- [WHAT YOU ARE ASKED TO DO]:
Treat the line with "pinky dip: (1207, 769)" as the starting point. Write it out and every line after it through the end of the listing below, exactly.

- [RECORDS TO PROCESS]:
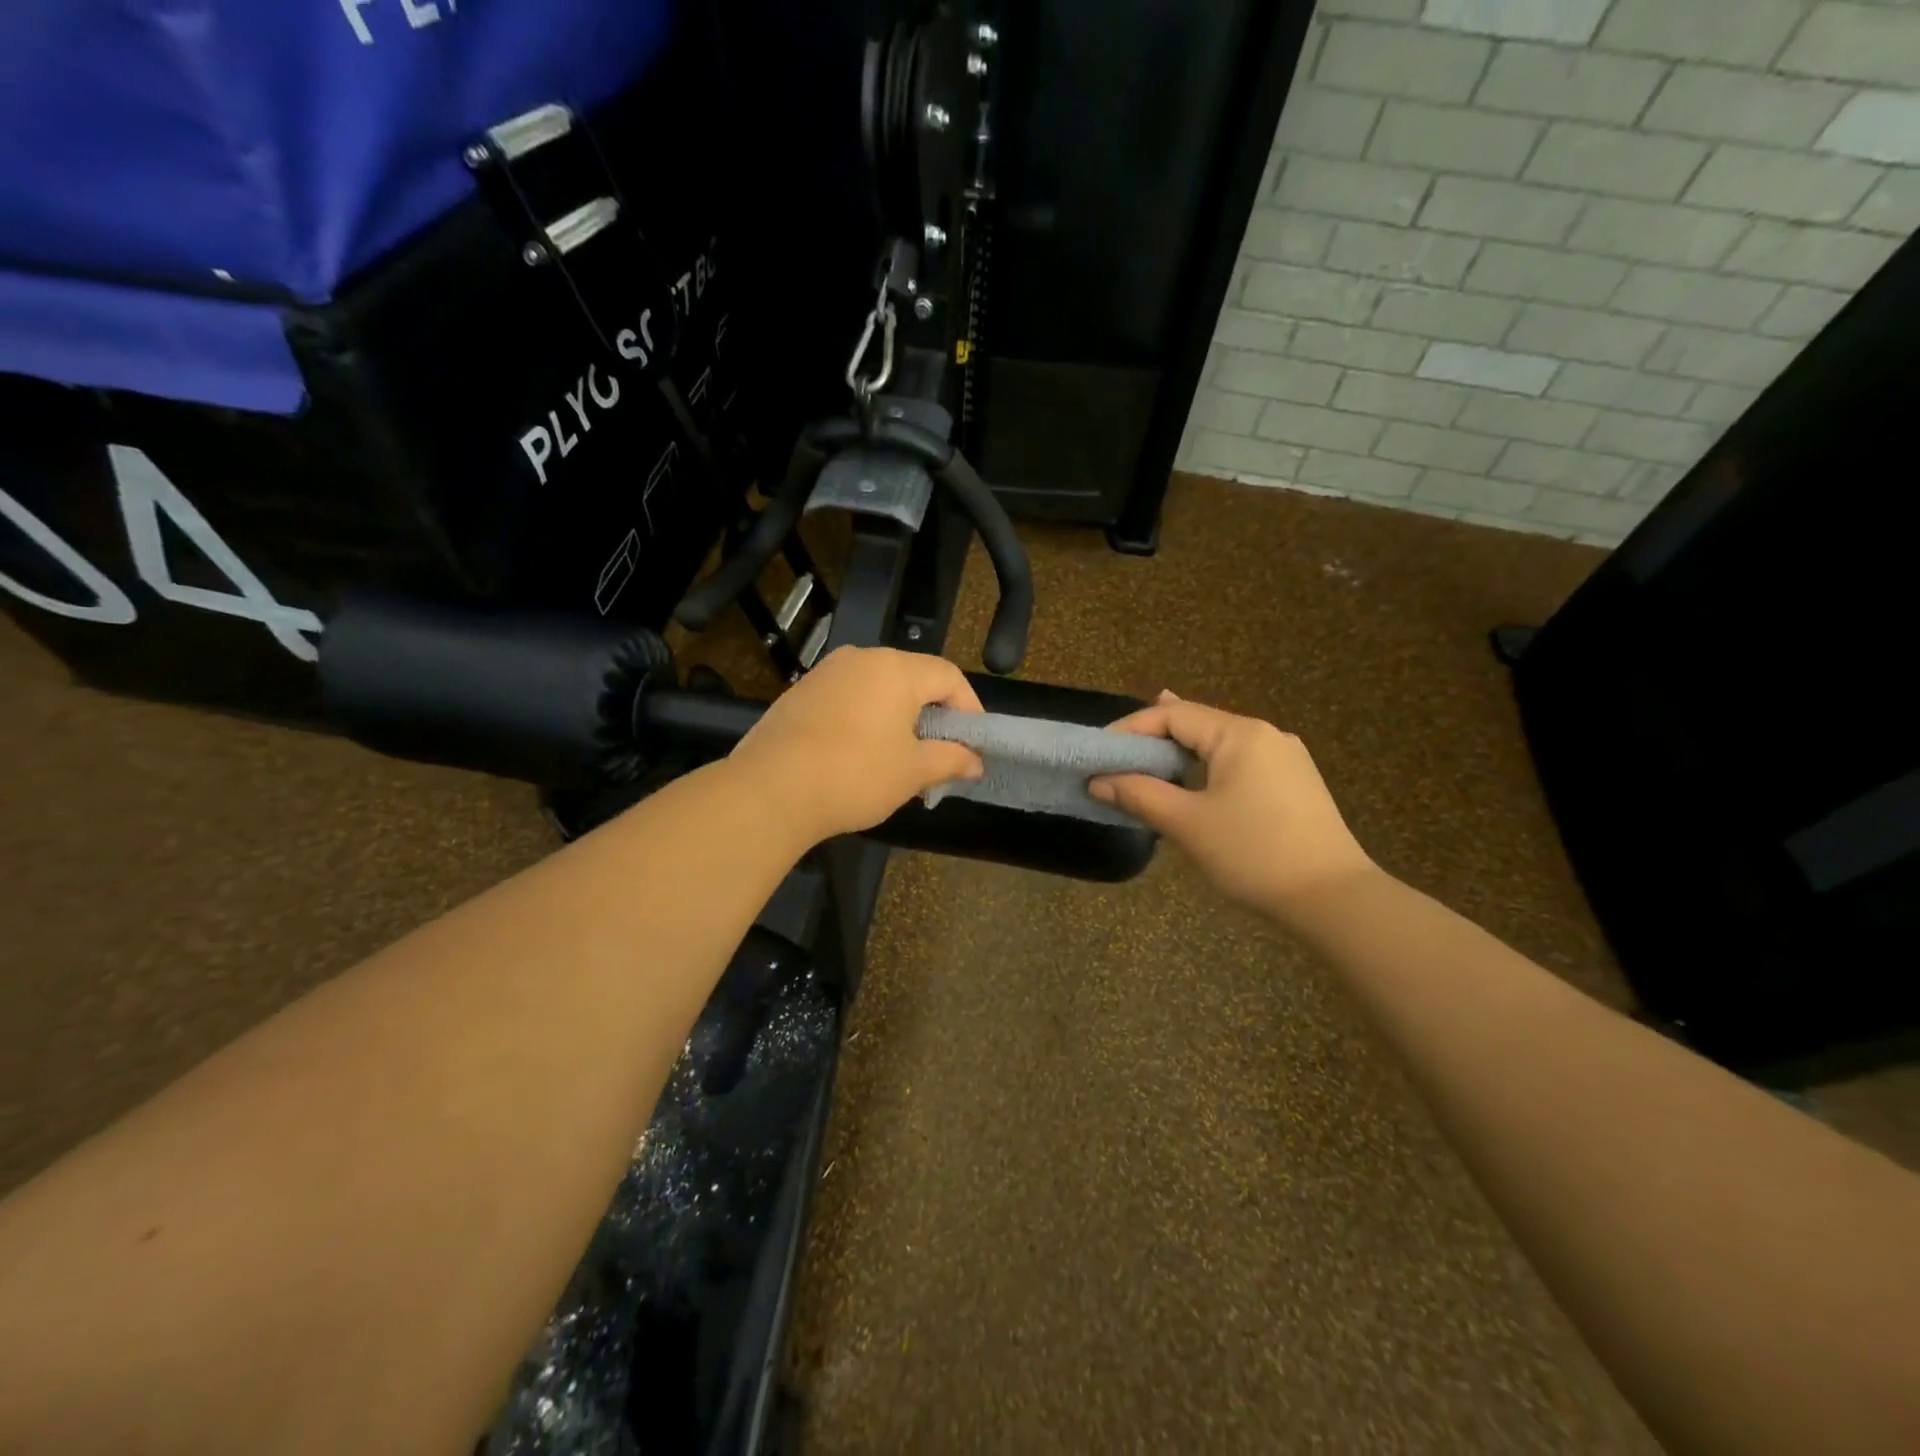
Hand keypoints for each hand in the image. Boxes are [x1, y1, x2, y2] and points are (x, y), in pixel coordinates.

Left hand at [728, 646, 985, 844]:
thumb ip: (951, 760)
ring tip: (901, 760)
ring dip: (898, 719)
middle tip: (939, 756)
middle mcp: (862, 659)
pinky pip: (849, 699)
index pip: (948, 676)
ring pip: (879, 689)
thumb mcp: (913, 772)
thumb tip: (975, 762)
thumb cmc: (855, 775)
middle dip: (933, 716)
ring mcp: (827, 673)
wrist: (770, 790)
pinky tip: (860, 756)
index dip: (969, 709)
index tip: (972, 745)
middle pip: (913, 679)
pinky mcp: (801, 692)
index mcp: (896, 669)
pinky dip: (866, 720)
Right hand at [1089, 691, 1376, 917]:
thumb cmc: (1254, 854)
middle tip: (1117, 758)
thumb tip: (1097, 781)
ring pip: (1219, 745)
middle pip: (1197, 724)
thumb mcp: (1188, 824)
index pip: (1173, 714)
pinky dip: (1207, 769)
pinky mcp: (1295, 784)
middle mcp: (1266, 735)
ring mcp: (1286, 759)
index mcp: (1240, 734)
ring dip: (1180, 755)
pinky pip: (1239, 764)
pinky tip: (1194, 782)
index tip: (1099, 754)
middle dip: (1154, 739)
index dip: (1130, 729)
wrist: (1333, 899)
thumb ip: (1139, 795)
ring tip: (1147, 763)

- [YOUR RESPONSE]:
pinky dip: (1207, 769)
pinky mcp: (1295, 784)
middle mcp: (1266, 735)
ring mcp: (1286, 759)
index mcp: (1240, 734)
ring dip: (1180, 755)
pinky pip: (1239, 764)
pinky tip: (1194, 782)
index tip: (1099, 754)
middle dip: (1154, 739)
index dip: (1130, 729)
wrist: (1333, 899)
thumb ip: (1139, 795)
ring tip: (1147, 763)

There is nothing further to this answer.